In 1944, Illinois statistics revealed that of the 2,680 adoptions in Cook County, only about 680 were investigated by social agencies. What about the other 2,000?
The primary intent of the 1945 Illinois adoption reform legislation was to do away with the rampant illegal baby selling racket in Illinois – the black market. 1945 ADOPTION REFORM LAW
A report commissioned by the Illinois State House of Representatives in May, 1945, concluded that “It would appear from a study of the statutes that the majority of the states have decided, especially in recent years, that the interests of the child are best upheld by a more considered and complex proceeding, with the added safeguard of having the records closed to public inspection.”
A variety of social work organizations, state public health departments, adoption agencies and civic groups throughout the state wanted to clean up the black market adoption of babies. They believed that the only way to get rid of the racketeers was to make some important changes in the Illinois adoption law.
It’s interesting to note that this report states that an added safeguard would be closing the records to PUBLIC INSPECTION. It does not say to close them to adoptees! As a matter of fact, to this day in Illinois, all non-adopted citizens’ birth certificates are closed to public inspection. The difference between them and us is that their birth certificates are made available to them upon request, while ours are not..

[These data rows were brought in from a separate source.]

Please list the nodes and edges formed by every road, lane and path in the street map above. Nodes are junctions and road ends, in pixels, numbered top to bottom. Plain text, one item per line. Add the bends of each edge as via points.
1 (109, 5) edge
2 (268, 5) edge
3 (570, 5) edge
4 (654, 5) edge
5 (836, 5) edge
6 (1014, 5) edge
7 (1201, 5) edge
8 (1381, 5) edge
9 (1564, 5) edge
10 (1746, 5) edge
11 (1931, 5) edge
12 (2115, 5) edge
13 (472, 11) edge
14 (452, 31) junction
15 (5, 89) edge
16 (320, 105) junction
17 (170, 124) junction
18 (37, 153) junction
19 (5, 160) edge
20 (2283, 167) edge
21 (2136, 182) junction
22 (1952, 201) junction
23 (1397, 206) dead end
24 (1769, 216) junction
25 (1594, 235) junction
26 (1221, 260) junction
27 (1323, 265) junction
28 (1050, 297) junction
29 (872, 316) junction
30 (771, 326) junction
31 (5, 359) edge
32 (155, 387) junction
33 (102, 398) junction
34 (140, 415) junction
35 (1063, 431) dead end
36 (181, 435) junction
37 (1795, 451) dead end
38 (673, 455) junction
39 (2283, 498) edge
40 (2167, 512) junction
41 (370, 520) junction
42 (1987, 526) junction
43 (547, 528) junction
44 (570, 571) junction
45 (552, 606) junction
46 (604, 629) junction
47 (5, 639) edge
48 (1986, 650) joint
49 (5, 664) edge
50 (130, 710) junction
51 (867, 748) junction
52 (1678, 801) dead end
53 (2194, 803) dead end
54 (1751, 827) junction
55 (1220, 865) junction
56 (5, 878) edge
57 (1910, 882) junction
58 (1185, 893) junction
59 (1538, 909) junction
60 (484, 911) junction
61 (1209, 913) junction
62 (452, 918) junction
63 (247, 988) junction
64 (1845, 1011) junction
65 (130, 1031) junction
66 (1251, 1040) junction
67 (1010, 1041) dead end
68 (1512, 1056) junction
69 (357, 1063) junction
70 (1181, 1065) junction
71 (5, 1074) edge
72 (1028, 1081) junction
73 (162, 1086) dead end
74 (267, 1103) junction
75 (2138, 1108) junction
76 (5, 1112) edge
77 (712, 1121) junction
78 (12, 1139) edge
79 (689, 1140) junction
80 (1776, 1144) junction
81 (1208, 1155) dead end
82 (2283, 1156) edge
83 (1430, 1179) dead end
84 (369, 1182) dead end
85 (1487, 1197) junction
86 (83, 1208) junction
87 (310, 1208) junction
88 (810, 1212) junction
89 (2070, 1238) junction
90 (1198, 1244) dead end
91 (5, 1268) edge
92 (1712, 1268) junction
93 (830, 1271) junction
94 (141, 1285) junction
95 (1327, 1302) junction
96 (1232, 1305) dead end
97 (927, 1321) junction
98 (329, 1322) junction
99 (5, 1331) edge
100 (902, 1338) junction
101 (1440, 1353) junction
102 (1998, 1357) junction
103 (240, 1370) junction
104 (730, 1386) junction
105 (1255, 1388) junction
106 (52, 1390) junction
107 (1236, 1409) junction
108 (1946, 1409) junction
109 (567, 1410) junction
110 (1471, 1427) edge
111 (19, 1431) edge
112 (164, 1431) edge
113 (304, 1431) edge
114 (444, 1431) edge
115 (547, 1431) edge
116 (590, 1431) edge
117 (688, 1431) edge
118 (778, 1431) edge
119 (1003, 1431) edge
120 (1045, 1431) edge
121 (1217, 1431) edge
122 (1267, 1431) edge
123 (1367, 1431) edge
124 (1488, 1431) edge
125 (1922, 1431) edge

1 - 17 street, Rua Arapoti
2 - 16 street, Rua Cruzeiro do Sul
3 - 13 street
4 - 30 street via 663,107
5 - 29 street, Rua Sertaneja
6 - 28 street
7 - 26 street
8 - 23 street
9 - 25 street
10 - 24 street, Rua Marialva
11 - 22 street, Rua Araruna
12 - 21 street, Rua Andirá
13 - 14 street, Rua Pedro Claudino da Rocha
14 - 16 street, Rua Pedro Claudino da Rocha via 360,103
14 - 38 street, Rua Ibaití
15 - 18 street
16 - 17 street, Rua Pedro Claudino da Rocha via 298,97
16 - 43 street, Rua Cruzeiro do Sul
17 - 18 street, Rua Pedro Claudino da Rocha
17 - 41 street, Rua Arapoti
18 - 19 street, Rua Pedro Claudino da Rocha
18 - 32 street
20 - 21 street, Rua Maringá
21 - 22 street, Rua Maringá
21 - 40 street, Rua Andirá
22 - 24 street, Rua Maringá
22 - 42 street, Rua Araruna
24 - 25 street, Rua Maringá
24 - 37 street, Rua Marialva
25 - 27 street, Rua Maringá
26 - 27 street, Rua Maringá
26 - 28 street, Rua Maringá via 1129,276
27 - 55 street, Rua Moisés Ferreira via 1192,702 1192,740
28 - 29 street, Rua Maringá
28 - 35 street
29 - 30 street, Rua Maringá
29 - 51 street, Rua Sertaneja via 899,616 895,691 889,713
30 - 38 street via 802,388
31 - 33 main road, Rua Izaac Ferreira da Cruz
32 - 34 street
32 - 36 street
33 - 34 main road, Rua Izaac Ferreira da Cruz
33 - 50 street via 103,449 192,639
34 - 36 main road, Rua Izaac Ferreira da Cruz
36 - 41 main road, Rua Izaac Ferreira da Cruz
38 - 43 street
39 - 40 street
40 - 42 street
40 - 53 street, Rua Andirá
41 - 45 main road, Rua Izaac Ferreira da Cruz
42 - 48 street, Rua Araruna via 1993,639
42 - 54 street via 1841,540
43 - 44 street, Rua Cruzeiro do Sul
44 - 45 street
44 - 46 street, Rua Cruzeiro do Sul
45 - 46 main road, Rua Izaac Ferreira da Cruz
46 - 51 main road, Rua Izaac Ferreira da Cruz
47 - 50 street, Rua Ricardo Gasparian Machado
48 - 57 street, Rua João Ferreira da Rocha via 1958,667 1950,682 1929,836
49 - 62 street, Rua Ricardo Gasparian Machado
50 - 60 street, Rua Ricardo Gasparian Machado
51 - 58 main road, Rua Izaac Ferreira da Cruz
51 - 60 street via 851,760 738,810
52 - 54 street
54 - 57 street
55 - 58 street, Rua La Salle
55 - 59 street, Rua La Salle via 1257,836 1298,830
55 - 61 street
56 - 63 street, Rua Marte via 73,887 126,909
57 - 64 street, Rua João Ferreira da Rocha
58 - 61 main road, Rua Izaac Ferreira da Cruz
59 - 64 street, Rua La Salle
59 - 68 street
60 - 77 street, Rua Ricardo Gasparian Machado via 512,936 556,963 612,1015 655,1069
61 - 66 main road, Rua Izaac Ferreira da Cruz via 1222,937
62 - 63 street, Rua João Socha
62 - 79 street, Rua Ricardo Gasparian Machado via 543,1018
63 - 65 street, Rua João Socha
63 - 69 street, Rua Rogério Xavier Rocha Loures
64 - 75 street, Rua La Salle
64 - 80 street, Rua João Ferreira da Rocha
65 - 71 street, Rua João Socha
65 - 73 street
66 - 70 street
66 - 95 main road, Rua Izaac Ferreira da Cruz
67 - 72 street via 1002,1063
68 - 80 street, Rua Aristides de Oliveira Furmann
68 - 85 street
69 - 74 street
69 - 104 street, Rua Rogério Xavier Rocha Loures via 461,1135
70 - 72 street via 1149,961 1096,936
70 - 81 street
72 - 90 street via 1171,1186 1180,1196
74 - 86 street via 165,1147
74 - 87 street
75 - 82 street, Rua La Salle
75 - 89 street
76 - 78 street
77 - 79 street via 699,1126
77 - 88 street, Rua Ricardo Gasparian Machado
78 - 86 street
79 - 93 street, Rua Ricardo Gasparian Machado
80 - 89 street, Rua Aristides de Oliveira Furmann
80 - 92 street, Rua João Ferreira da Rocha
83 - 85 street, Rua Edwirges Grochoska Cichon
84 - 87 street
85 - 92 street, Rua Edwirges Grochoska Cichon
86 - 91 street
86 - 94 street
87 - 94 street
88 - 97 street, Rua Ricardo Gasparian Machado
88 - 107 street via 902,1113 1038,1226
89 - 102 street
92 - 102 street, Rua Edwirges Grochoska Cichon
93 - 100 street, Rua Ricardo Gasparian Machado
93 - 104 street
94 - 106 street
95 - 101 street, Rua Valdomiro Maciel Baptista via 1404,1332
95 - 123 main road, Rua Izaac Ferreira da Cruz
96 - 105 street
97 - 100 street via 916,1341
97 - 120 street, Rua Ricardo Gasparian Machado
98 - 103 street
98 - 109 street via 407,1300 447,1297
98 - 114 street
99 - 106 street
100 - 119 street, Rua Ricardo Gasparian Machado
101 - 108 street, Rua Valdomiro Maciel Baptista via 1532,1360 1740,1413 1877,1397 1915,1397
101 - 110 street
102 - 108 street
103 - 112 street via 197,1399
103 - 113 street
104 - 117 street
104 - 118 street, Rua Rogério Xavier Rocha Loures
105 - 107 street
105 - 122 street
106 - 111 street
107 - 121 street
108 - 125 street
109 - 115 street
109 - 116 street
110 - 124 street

As a result of the hue and cry from the social work community, legislators began working on a bill to add major amendments to the Illinois Adoption Act. In May, 1945, the bill was filed in the Illinois General Assembly that contained four new procedures for adoption practice which would give the well-meaning social work community almost total control over adoption proceedings.
1) Social investigation of the adopting home and the children.
2) Six months’ resident period in the adopting home before signing the final decree.
3) Consent for adoption to be signed in the presence of a licensed agency or clerk of the court.
4) Sealed adoption records which would remain confidential.
According to The Illinois Children’s Home and Aide Society, “74 per cent of the 1943 adoptions in Illinois were not arranged by licensed welfare agencies…the majority of Illinois adoptions are the sordid negotiations of a few unscrupulous doctors and lawyers, and of unlicensed ‘homes’ and pseudo social agencies of well meaning but uninformed people who strove to befriend an unmarried mother.”
Mrs. Marion K. Craine, regional representative of the state department of public welfare reported that there were many adoption cases in which they had reason to believe that large sums of money changed hands, but these cases were hard to prove because you could be sure that the individuals involved would always protect each other. Mrs. Craine said that “there is no way to control this practice until Illinois has more adequate laws for protection of the child.”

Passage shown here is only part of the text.